Stored items:
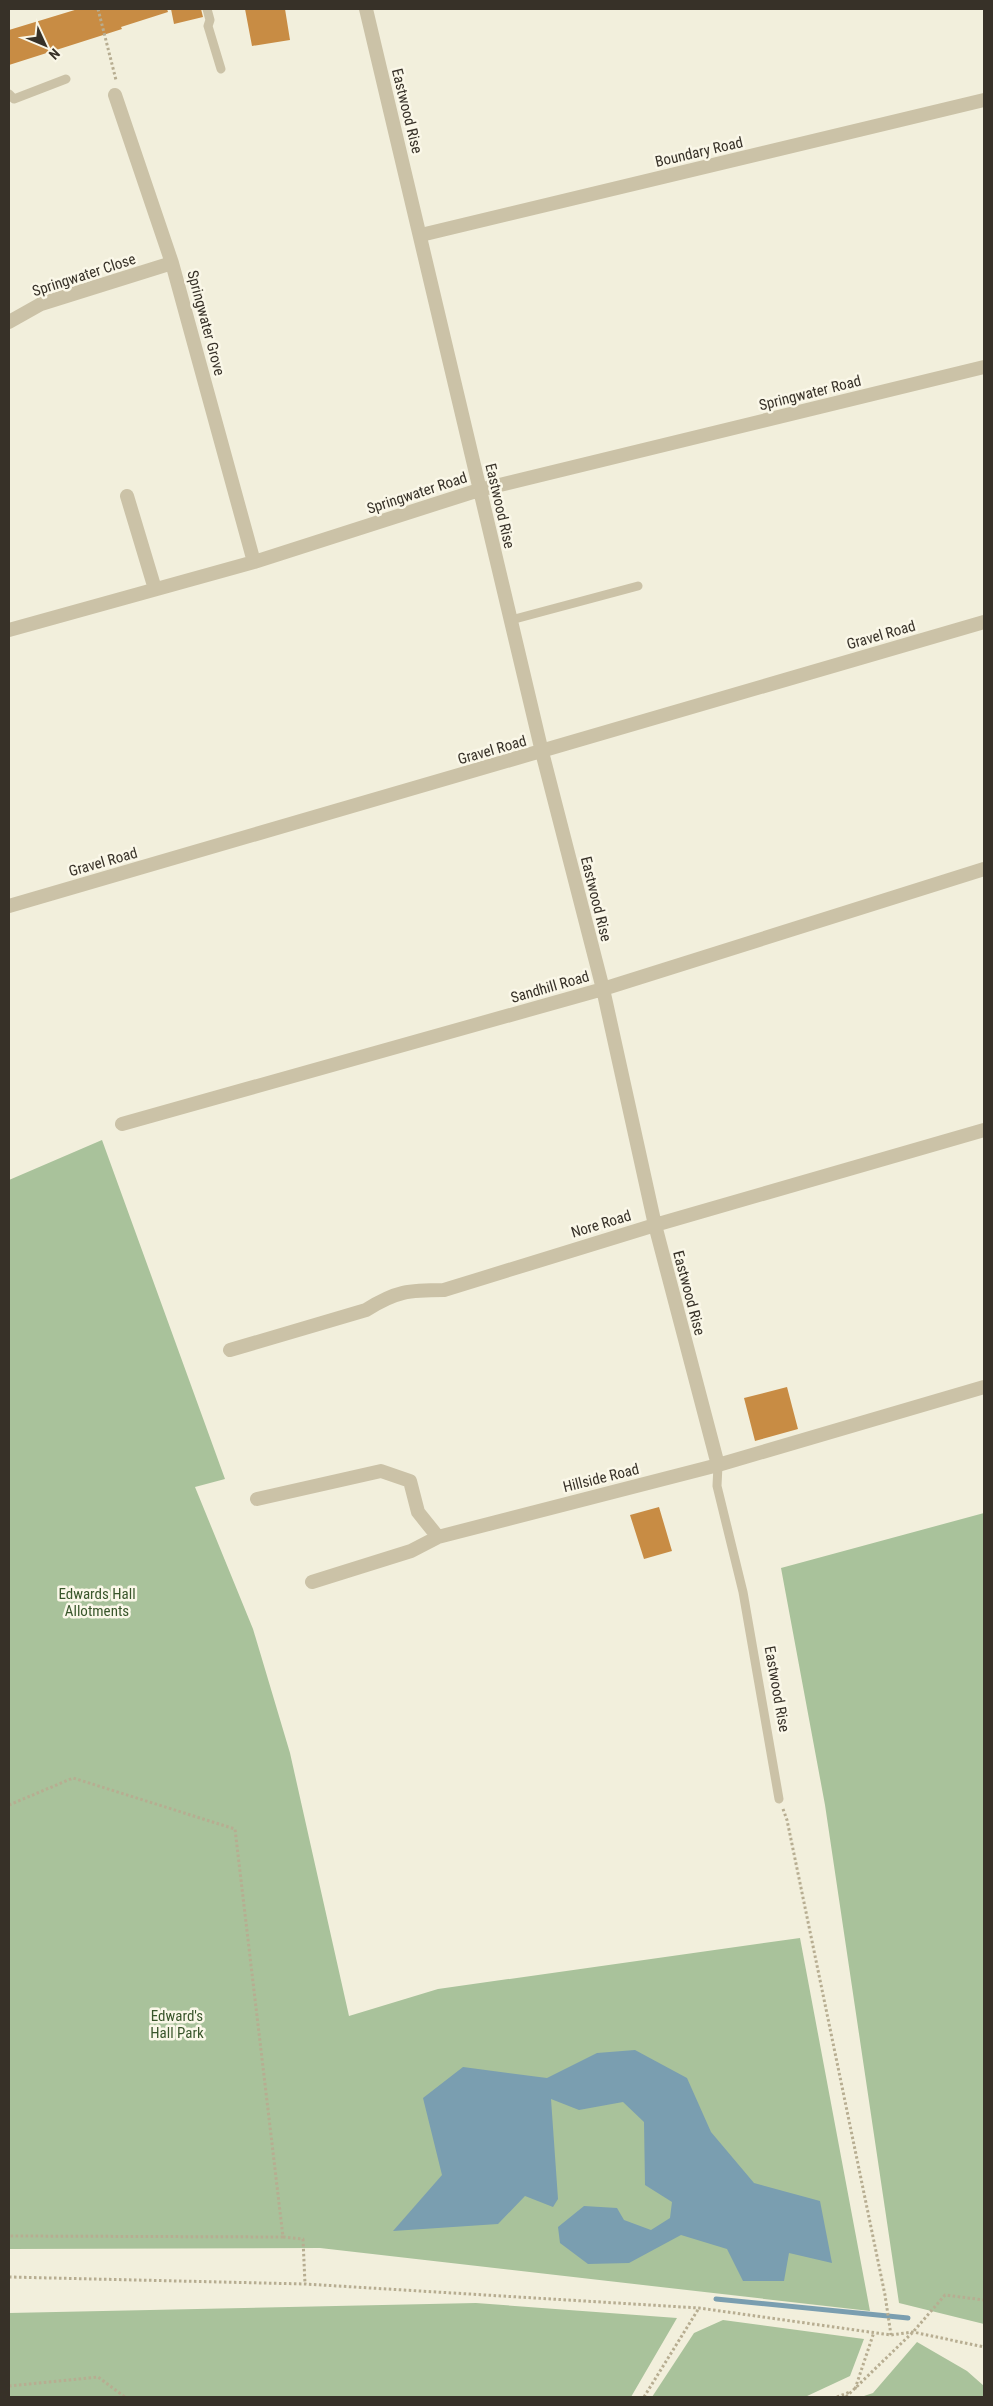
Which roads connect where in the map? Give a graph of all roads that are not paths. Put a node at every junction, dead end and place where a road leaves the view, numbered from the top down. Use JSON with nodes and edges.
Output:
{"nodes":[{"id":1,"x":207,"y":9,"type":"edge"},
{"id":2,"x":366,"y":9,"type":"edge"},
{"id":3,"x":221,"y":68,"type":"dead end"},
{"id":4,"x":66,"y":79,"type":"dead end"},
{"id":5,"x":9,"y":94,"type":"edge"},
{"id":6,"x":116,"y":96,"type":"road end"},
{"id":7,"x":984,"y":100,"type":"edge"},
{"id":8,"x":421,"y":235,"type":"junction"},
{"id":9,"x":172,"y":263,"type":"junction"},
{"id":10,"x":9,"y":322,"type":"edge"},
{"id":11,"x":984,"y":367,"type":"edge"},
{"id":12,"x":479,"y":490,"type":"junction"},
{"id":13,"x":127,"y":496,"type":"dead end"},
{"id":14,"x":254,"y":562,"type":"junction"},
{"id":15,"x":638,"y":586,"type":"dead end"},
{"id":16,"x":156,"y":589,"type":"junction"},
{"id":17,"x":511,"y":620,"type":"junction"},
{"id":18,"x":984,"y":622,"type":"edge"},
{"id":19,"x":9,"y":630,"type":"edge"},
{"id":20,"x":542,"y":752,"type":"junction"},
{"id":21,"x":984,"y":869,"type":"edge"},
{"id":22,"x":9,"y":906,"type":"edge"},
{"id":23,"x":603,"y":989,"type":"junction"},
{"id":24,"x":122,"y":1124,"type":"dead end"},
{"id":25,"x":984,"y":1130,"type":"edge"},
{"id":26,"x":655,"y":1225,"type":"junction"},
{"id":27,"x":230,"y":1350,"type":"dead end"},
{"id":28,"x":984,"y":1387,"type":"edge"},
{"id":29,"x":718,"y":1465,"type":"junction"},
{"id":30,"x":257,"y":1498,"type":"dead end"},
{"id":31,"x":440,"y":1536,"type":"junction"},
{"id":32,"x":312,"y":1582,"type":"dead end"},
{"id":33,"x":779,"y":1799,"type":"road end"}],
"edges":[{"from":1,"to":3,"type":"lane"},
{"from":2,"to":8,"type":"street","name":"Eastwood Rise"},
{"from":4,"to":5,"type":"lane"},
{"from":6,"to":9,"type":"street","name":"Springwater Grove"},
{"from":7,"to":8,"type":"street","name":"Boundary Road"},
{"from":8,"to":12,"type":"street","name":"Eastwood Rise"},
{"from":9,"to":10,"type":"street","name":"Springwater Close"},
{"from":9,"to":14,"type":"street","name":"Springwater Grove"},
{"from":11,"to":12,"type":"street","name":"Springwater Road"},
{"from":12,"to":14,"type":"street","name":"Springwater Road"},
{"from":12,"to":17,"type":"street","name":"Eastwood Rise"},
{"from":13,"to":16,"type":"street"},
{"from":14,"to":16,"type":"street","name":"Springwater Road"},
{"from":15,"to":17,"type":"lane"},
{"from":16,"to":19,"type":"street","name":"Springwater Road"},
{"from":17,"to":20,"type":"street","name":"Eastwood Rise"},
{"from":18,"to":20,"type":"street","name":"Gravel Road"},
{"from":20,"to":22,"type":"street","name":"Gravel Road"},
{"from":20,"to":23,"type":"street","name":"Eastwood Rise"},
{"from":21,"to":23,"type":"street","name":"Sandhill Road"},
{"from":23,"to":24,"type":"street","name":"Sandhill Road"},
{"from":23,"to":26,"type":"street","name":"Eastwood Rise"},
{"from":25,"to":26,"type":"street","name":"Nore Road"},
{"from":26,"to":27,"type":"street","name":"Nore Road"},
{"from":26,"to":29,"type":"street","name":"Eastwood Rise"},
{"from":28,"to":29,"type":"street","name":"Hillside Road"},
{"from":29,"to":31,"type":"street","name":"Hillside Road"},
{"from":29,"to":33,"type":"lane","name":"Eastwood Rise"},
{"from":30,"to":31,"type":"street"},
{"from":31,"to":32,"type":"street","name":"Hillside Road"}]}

---

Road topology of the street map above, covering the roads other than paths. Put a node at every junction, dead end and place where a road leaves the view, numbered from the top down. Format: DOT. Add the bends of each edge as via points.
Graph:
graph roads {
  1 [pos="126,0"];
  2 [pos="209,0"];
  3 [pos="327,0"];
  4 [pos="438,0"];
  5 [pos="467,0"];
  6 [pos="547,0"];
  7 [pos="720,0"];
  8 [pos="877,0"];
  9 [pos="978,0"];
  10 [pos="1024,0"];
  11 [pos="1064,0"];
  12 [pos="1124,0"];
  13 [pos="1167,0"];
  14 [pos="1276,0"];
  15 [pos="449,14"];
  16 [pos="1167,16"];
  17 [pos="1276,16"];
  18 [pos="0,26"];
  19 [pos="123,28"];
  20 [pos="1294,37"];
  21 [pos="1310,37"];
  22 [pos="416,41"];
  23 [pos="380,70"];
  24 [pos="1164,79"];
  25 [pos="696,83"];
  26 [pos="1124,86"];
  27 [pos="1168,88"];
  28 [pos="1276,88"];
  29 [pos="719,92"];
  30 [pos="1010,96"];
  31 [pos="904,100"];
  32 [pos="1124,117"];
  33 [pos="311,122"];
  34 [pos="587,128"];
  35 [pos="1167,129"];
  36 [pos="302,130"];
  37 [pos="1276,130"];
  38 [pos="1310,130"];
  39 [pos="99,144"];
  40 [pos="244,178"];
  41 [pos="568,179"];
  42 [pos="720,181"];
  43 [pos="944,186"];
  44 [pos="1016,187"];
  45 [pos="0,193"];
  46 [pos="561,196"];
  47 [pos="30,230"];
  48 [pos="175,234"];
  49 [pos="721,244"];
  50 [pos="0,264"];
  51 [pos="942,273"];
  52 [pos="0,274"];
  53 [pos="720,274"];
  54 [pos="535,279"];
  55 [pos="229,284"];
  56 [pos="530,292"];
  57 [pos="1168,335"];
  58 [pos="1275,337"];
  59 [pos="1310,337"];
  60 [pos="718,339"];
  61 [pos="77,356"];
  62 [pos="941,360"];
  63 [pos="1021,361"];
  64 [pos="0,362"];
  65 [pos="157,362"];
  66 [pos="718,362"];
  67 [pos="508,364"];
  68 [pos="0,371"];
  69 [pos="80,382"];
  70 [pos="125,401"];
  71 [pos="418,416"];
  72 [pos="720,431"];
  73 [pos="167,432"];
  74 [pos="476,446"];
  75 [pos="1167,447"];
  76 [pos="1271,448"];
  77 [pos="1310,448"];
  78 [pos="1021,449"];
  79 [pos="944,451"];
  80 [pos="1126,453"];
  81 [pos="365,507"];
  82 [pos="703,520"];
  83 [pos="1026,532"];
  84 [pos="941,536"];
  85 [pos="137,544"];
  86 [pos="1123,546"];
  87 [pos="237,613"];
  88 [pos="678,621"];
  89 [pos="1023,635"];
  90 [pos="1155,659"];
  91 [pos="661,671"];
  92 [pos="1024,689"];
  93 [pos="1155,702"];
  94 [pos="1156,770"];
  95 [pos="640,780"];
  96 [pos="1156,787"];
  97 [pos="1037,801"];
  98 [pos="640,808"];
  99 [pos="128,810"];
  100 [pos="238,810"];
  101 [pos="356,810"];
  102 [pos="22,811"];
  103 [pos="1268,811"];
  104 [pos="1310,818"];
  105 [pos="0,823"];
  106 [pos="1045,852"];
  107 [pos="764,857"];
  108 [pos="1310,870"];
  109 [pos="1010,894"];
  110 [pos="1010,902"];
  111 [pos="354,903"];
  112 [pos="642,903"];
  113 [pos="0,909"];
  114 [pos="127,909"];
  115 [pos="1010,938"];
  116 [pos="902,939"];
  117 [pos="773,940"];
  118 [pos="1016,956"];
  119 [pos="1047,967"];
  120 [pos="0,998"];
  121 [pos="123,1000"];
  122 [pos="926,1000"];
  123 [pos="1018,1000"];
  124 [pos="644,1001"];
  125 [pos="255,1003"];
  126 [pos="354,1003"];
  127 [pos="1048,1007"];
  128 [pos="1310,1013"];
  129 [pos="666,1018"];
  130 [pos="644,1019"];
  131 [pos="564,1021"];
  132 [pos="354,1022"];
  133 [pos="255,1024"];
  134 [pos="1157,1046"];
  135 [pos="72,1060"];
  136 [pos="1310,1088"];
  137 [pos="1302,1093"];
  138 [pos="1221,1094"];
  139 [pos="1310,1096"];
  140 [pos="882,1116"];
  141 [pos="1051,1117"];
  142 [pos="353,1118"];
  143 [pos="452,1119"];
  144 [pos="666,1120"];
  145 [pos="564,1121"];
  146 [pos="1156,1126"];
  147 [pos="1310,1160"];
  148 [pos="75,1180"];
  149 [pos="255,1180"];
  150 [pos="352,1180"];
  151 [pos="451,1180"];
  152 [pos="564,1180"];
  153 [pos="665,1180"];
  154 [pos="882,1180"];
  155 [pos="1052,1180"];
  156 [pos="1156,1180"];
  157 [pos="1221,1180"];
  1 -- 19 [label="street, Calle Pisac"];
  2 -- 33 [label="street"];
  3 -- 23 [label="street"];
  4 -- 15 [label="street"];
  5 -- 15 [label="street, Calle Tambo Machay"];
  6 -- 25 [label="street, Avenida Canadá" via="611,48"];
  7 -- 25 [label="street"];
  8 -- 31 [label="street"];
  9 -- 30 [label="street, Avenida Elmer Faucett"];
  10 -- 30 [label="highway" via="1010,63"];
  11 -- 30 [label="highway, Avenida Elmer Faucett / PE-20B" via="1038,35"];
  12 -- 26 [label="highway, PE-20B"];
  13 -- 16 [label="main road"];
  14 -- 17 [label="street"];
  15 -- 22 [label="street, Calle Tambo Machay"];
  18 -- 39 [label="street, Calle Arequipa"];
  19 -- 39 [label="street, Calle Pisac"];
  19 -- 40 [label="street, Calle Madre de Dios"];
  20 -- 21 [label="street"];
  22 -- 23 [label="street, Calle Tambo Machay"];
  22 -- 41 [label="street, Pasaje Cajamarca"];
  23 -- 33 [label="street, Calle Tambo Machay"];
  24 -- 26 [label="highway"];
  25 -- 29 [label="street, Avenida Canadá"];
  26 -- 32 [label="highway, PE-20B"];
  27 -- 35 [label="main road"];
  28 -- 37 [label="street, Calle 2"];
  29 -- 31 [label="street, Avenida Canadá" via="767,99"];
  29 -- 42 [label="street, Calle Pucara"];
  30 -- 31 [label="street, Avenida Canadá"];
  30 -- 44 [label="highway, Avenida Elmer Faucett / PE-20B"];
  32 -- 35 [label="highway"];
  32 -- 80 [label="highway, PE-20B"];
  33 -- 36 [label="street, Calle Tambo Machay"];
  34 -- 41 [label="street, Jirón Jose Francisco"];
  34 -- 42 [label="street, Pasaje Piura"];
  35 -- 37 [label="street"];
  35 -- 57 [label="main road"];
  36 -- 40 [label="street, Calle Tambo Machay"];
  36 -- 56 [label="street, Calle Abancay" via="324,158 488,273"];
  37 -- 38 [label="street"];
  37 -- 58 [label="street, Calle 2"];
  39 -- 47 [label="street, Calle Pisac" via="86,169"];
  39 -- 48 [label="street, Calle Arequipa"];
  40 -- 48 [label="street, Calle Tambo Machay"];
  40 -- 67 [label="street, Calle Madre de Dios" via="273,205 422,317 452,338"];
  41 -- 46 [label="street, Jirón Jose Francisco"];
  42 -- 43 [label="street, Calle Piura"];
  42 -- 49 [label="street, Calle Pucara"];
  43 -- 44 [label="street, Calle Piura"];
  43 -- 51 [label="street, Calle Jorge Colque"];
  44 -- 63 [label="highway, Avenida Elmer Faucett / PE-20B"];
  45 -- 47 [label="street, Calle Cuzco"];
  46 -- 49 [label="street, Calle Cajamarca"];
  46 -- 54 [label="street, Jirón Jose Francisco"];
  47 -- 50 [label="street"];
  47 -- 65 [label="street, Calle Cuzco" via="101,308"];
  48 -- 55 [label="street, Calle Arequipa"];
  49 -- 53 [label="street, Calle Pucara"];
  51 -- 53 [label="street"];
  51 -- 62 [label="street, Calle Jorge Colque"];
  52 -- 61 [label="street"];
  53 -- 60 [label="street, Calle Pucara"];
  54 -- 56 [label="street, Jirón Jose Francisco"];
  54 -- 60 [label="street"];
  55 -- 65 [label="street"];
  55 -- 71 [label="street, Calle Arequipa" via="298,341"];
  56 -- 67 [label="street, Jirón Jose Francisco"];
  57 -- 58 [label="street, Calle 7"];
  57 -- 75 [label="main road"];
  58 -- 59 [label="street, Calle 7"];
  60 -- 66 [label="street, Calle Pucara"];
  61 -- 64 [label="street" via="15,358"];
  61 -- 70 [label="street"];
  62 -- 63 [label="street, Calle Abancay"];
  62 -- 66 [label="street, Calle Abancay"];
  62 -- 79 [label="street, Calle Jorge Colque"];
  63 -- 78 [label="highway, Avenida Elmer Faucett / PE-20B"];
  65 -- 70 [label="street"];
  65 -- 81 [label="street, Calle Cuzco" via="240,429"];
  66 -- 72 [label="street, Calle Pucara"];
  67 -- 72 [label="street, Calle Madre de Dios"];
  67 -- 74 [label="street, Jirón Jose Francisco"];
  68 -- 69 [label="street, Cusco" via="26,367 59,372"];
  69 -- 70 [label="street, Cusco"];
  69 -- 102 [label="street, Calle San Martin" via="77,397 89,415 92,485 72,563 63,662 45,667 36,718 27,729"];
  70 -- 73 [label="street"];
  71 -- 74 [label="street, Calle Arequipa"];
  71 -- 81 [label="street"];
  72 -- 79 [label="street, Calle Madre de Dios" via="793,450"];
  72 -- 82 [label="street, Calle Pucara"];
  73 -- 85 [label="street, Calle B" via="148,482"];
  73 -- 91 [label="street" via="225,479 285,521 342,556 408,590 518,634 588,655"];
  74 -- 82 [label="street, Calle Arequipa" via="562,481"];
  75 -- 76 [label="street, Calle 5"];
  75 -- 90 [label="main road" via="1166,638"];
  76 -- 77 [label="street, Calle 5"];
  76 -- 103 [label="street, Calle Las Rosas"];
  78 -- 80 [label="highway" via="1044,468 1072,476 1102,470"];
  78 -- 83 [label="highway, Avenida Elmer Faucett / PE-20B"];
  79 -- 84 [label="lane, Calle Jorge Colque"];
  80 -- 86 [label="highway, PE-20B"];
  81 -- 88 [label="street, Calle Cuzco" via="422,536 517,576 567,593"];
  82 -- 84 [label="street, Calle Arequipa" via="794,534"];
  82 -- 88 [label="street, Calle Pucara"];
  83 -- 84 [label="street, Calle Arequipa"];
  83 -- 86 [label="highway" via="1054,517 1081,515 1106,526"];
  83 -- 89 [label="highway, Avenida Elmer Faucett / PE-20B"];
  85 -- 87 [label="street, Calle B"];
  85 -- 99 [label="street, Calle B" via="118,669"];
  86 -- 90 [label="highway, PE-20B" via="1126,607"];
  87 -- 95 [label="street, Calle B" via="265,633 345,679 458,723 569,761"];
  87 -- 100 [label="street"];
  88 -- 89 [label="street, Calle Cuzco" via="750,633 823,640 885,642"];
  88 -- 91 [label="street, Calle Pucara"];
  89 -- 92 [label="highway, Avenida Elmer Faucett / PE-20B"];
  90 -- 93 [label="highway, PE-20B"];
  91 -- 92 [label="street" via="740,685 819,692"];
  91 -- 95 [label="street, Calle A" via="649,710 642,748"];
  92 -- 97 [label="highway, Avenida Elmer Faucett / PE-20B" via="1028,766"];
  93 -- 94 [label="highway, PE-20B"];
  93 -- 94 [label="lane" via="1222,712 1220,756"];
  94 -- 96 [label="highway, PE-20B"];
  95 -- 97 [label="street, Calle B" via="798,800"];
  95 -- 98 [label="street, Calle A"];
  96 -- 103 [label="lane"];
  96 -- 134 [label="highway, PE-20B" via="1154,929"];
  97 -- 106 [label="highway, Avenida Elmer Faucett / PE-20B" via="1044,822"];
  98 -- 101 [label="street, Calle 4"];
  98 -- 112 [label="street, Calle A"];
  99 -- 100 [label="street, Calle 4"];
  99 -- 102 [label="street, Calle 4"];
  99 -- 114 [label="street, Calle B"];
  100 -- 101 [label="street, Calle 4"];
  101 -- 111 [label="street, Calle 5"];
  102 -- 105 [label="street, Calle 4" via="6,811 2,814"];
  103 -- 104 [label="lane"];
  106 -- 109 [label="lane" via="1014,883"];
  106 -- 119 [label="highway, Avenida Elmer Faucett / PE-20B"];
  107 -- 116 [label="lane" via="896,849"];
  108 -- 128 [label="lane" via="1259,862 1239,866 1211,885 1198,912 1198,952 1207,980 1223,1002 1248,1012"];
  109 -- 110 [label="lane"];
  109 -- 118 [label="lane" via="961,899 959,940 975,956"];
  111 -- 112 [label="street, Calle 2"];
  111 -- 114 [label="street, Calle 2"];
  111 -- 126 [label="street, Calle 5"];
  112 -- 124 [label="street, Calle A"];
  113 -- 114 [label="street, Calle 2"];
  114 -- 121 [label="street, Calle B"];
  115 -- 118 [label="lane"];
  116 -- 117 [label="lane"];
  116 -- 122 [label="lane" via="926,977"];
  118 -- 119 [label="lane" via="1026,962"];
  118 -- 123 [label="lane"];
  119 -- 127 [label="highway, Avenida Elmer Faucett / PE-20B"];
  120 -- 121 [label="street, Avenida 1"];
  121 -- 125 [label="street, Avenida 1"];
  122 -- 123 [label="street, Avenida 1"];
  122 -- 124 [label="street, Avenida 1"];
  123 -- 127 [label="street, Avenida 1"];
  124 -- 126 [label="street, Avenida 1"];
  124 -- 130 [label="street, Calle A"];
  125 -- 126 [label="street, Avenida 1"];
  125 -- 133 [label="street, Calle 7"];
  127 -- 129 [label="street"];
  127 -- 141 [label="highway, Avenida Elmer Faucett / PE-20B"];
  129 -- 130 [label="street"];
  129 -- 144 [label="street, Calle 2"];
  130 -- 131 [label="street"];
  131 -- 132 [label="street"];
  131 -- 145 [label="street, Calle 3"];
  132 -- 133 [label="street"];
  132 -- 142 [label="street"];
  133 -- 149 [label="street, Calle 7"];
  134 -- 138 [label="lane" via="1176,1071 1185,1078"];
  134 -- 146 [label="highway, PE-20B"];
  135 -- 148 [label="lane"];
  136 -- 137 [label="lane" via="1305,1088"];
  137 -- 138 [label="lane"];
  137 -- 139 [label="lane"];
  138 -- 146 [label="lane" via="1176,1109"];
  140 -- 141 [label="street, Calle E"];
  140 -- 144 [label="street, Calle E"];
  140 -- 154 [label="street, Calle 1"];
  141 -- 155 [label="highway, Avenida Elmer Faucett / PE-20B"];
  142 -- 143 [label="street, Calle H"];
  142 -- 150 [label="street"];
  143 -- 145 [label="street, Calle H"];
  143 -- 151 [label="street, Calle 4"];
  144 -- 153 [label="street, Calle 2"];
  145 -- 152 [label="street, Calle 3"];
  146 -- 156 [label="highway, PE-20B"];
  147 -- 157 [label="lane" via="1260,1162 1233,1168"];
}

* **WHAT THE TASK ASKS**: Search the data above for the string "Francisco". Report every line where it is found.

* **RESPONSE**:
  34 -- 41 [label="street, Jirón Jose Francisco"];
  41 -- 46 [label="street, Jirón Jose Francisco"];
  46 -- 54 [label="street, Jirón Jose Francisco"];
  54 -- 56 [label="street, Jirón Jose Francisco"];
  56 -- 67 [label="street, Jirón Jose Francisco"];
  67 -- 74 [label="street, Jirón Jose Francisco"];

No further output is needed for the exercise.